> Data supplied
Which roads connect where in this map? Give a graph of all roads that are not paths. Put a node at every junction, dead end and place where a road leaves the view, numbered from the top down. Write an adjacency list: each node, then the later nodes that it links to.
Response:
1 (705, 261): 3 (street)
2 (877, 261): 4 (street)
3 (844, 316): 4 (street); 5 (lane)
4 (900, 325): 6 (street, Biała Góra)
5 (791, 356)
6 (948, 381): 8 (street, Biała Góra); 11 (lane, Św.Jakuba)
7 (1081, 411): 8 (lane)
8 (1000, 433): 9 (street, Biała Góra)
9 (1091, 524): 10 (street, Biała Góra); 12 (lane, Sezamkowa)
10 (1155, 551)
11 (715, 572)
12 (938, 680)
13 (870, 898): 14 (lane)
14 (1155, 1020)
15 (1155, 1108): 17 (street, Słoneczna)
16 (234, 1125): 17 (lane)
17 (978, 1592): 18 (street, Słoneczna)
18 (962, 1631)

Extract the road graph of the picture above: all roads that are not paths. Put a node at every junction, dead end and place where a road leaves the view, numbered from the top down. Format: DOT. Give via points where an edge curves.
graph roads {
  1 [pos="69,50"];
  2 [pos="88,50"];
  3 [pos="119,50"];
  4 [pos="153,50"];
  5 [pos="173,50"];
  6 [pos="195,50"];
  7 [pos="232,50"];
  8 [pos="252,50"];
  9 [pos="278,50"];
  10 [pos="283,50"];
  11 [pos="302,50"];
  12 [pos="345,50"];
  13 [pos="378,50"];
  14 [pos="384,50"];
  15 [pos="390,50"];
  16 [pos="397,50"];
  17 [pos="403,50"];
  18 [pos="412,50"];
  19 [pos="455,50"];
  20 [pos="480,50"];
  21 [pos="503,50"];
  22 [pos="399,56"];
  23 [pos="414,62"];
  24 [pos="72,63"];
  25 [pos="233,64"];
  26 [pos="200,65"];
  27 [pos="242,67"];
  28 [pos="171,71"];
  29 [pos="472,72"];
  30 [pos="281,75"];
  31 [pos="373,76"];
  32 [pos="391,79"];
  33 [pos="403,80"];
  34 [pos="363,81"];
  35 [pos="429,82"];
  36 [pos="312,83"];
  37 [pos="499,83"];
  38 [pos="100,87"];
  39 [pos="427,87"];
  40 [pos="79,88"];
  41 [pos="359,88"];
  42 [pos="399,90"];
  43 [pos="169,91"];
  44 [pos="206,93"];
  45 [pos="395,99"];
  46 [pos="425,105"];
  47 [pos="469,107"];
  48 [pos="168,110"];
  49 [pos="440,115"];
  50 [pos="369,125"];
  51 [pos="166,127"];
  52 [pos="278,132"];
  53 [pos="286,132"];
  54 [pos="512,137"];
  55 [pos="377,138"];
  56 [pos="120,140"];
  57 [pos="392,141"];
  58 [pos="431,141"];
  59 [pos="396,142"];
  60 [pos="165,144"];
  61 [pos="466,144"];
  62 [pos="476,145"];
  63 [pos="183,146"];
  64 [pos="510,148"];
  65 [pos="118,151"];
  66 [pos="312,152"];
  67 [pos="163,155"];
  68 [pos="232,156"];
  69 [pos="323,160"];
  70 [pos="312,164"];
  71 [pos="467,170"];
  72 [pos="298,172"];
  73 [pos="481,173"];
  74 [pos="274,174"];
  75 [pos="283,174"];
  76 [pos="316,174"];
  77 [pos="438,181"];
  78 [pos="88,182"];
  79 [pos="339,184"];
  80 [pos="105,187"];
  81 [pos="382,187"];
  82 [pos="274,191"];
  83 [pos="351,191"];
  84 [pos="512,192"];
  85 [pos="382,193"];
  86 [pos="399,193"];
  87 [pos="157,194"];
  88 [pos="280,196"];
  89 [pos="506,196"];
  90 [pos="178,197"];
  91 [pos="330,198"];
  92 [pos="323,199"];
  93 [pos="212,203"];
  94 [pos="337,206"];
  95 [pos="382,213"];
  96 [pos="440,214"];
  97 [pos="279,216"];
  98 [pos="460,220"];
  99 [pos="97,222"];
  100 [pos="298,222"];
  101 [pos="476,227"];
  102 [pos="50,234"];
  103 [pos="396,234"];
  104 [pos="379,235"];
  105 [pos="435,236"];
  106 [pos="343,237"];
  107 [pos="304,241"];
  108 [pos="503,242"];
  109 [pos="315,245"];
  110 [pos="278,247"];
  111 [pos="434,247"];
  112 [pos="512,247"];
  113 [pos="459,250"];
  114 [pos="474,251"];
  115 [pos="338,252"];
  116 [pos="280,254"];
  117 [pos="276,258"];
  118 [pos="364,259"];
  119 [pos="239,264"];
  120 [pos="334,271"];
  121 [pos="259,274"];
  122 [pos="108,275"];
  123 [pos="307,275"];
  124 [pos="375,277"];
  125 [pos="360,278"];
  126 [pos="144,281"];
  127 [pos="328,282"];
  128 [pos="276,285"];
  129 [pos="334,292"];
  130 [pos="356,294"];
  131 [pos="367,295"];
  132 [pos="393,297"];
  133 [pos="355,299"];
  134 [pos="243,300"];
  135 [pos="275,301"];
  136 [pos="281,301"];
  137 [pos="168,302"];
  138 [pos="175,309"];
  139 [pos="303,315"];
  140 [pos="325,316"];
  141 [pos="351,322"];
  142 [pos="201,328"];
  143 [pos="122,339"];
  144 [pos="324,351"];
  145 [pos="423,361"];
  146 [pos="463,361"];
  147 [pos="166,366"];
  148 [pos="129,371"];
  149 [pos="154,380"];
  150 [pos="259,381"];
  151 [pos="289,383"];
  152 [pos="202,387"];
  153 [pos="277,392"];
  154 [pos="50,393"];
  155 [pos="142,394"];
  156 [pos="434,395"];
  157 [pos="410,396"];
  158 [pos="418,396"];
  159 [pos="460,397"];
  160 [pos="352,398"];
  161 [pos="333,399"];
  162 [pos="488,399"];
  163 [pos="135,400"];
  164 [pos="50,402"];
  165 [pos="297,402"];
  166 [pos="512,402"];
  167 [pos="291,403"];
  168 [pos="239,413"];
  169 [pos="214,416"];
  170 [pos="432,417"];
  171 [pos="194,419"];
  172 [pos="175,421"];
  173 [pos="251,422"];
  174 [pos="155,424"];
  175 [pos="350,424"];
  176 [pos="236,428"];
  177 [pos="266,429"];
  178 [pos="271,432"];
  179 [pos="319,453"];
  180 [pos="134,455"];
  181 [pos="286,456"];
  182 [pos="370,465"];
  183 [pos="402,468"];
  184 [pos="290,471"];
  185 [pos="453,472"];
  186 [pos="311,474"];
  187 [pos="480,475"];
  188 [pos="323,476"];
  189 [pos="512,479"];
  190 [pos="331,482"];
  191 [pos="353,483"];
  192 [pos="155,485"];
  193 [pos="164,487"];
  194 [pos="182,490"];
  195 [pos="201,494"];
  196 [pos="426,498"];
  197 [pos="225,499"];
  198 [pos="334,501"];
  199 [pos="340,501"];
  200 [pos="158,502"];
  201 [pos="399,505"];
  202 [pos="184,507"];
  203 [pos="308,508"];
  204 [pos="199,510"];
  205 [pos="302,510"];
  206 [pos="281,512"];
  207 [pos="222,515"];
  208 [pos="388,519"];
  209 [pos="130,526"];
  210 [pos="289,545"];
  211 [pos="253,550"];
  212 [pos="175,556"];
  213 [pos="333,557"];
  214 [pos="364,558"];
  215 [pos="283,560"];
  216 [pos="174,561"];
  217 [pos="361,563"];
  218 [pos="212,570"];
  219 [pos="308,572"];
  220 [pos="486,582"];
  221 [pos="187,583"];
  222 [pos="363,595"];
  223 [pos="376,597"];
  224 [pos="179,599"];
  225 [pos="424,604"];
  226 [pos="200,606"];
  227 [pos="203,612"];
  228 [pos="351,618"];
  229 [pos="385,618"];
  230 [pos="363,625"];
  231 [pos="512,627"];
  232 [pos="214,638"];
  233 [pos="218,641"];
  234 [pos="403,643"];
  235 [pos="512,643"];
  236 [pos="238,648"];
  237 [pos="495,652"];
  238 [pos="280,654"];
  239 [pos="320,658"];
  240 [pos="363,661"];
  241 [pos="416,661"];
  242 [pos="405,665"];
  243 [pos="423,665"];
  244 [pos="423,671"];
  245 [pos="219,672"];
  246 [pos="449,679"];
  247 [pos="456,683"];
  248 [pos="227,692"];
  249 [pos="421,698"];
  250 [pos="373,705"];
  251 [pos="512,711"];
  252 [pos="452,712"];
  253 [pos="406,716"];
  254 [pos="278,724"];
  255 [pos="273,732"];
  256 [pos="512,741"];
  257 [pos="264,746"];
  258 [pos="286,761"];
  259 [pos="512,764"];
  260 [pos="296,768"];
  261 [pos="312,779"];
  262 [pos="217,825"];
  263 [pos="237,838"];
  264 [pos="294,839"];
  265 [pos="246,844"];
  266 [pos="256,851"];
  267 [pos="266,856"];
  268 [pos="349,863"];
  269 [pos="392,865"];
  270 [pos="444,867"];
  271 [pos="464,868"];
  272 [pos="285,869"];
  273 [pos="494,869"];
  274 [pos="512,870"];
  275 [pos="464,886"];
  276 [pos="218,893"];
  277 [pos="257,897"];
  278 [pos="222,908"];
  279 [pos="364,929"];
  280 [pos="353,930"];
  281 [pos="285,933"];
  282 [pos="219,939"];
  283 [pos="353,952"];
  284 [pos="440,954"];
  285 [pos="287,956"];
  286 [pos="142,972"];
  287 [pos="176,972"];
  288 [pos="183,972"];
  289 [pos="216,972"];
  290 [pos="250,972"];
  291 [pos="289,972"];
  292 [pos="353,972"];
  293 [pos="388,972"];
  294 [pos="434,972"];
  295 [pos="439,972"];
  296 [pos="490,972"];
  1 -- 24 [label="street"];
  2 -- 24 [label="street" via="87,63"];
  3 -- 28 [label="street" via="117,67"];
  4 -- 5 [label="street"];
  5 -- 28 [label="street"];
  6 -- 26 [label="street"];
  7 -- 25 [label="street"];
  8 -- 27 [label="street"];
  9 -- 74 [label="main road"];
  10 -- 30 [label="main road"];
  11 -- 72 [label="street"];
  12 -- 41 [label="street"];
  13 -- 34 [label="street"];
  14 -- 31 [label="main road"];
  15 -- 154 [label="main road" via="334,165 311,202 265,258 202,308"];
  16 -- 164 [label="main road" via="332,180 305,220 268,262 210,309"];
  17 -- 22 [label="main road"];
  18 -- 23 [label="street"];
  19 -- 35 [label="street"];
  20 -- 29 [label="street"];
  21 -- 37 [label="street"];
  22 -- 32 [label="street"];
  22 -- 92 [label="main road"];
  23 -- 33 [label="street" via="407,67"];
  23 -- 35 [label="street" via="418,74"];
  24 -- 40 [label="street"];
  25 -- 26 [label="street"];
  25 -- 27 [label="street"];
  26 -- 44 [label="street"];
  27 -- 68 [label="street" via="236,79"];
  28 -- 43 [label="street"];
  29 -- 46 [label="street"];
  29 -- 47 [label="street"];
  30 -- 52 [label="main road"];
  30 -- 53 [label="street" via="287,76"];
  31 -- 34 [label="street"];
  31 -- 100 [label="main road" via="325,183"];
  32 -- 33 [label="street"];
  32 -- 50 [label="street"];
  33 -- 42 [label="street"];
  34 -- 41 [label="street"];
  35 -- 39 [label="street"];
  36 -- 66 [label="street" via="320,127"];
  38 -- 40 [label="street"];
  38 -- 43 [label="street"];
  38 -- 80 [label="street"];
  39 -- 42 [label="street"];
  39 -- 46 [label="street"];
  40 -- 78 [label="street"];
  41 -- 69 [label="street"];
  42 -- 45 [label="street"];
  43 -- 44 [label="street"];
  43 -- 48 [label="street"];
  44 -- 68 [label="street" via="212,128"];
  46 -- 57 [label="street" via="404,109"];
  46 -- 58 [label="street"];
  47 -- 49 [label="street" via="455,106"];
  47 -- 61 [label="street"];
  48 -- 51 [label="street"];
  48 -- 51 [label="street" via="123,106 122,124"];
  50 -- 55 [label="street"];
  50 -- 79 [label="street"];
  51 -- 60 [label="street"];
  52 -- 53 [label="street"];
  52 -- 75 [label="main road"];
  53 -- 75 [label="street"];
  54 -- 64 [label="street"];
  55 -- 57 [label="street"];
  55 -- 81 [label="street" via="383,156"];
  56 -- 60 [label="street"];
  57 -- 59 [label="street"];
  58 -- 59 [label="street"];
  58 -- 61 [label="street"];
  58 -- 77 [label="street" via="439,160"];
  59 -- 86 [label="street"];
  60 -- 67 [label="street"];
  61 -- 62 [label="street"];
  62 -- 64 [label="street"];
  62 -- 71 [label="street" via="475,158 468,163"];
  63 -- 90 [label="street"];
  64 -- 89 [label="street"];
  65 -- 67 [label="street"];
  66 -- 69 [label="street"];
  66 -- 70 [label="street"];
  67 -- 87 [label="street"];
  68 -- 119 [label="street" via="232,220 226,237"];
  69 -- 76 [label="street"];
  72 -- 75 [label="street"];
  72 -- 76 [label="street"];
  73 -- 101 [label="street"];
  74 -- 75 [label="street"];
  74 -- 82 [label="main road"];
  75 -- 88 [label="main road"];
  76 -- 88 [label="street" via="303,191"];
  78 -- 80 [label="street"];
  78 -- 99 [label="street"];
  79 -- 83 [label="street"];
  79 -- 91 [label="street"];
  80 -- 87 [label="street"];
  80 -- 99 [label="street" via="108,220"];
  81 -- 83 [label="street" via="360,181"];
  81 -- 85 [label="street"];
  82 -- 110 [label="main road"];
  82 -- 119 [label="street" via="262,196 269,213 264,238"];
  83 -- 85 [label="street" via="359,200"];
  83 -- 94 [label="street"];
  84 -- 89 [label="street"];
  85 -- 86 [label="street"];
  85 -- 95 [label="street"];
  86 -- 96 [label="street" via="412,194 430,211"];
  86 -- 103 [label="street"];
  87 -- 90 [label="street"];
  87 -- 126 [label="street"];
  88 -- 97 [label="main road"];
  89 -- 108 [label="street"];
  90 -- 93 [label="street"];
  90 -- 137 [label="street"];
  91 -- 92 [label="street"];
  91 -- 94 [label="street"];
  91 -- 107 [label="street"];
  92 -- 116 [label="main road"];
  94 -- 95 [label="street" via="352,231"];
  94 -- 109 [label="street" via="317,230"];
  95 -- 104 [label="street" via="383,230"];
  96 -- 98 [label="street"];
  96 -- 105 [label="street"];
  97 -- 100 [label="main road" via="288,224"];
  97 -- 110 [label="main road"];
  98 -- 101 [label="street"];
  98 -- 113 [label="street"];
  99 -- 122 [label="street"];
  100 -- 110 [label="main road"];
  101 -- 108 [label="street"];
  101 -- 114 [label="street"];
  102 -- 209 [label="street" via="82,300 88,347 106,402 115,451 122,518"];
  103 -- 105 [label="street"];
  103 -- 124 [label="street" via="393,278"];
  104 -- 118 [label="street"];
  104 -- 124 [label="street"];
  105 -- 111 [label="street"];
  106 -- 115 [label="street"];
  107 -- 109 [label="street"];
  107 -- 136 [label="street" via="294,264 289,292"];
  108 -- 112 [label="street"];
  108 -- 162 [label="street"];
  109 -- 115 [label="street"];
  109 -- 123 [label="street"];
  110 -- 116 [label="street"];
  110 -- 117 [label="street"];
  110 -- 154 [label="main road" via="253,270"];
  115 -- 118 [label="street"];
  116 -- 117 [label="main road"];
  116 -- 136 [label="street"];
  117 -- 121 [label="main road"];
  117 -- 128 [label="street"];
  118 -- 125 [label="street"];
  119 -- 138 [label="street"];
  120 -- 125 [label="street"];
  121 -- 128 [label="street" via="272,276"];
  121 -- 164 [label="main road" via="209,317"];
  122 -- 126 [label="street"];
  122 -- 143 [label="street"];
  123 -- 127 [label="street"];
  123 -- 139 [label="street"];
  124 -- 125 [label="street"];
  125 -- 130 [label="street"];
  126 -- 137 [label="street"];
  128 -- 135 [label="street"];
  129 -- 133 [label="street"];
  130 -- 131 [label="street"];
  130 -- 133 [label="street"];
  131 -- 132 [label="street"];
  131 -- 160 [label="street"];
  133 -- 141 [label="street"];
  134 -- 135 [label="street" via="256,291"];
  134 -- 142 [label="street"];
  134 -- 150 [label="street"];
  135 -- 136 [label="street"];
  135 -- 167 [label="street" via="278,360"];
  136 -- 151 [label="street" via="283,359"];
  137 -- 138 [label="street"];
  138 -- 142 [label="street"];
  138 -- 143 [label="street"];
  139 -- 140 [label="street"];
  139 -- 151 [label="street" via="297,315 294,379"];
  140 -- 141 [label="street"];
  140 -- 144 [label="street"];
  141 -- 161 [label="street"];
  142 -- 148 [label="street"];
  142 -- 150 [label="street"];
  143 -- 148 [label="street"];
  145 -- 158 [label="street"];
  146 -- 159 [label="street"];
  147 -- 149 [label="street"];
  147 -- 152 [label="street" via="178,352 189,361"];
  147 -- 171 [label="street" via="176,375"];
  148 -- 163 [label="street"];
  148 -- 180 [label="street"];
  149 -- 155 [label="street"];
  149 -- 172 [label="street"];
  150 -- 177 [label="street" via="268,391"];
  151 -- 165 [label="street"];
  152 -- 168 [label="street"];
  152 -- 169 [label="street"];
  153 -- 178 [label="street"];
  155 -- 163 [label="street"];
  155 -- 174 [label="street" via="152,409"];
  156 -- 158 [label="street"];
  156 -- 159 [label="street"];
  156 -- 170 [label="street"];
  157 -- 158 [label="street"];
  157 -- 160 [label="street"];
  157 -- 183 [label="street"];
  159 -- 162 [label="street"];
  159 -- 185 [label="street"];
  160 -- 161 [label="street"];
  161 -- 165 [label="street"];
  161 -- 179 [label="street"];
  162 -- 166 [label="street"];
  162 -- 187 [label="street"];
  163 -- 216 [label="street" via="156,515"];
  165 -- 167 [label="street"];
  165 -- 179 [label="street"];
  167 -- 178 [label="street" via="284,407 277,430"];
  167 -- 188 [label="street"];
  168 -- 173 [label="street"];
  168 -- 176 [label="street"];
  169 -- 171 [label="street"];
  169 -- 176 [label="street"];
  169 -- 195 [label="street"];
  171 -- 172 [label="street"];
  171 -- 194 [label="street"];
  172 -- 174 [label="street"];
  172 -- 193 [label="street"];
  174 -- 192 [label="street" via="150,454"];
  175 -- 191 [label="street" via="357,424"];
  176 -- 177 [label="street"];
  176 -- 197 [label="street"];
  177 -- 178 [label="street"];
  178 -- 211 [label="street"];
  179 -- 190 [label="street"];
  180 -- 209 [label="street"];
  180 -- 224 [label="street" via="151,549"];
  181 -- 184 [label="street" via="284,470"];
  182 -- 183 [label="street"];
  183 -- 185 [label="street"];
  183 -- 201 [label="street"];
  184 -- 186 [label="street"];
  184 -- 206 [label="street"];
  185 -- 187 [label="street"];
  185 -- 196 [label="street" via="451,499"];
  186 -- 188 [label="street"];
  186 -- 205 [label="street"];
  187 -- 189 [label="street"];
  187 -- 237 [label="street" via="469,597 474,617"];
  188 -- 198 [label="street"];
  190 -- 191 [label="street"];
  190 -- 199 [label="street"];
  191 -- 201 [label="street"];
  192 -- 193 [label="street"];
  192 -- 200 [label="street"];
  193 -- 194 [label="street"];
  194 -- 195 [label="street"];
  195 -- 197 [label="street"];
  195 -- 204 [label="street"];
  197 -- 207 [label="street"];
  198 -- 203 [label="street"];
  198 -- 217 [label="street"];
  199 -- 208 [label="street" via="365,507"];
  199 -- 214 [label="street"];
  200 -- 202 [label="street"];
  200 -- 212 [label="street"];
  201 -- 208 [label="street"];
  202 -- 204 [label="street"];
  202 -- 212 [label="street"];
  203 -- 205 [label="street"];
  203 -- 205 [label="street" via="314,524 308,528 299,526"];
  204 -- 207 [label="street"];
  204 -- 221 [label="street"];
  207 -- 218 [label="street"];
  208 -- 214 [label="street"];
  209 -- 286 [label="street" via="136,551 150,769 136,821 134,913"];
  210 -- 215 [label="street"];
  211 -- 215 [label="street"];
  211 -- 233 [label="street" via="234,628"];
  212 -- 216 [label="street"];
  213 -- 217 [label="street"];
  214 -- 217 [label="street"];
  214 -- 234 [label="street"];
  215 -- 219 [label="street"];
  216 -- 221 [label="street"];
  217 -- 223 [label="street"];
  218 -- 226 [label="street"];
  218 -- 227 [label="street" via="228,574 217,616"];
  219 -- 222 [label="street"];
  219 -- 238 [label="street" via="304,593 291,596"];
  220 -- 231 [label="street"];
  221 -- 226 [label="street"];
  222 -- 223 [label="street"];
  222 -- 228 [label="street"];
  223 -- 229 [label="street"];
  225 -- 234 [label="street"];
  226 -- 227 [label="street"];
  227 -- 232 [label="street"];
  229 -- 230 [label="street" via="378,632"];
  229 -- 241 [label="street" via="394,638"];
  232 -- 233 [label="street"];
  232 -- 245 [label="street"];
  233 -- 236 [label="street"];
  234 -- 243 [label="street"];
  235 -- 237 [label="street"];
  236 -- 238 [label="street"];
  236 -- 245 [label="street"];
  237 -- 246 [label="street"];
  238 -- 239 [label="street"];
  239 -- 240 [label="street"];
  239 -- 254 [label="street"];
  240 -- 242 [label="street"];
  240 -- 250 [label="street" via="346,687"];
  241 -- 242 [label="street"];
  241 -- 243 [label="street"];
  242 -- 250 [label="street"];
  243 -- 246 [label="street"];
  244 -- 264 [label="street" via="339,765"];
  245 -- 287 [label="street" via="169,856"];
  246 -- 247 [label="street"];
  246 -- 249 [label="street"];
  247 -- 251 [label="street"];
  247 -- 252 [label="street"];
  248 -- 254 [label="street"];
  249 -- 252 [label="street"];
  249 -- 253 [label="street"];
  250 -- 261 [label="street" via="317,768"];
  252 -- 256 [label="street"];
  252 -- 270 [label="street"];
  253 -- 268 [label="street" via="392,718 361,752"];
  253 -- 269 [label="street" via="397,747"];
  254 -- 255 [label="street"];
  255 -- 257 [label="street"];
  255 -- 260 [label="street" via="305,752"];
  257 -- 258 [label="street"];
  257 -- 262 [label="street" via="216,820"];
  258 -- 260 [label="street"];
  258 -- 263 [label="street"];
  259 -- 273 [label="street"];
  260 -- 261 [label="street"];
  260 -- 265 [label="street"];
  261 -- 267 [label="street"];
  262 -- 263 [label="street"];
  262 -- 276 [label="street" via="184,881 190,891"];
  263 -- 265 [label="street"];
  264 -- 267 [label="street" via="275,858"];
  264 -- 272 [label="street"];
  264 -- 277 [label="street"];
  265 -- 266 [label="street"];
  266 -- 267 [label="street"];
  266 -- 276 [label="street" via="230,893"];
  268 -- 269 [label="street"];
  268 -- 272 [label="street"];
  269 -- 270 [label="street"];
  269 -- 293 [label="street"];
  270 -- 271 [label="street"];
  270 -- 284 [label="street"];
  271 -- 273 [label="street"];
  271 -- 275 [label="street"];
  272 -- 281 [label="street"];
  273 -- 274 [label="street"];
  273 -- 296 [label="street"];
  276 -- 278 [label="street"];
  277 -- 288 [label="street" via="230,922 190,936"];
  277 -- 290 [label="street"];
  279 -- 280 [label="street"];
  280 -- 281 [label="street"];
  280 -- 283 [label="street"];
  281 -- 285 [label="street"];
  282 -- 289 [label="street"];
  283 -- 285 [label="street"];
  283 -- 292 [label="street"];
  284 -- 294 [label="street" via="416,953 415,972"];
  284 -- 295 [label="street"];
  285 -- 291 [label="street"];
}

> About this task
Only the lines that hold the word "where" are wanted; each should be pulled from the records.

> Written response
Which roads connect where in this map? Give a graph of all roads that are not paths. Put a node at every junction, dead end and place where a road leaves the view, numbered from the top down. Write an adjacency list: each node, then the later nodes that it links to.
Extract the road graph of the picture above: all roads that are not paths. Put a node at every junction, dead end and place where a road leaves the view, numbered from the top down. Format: DOT. Give via points where an edge curves.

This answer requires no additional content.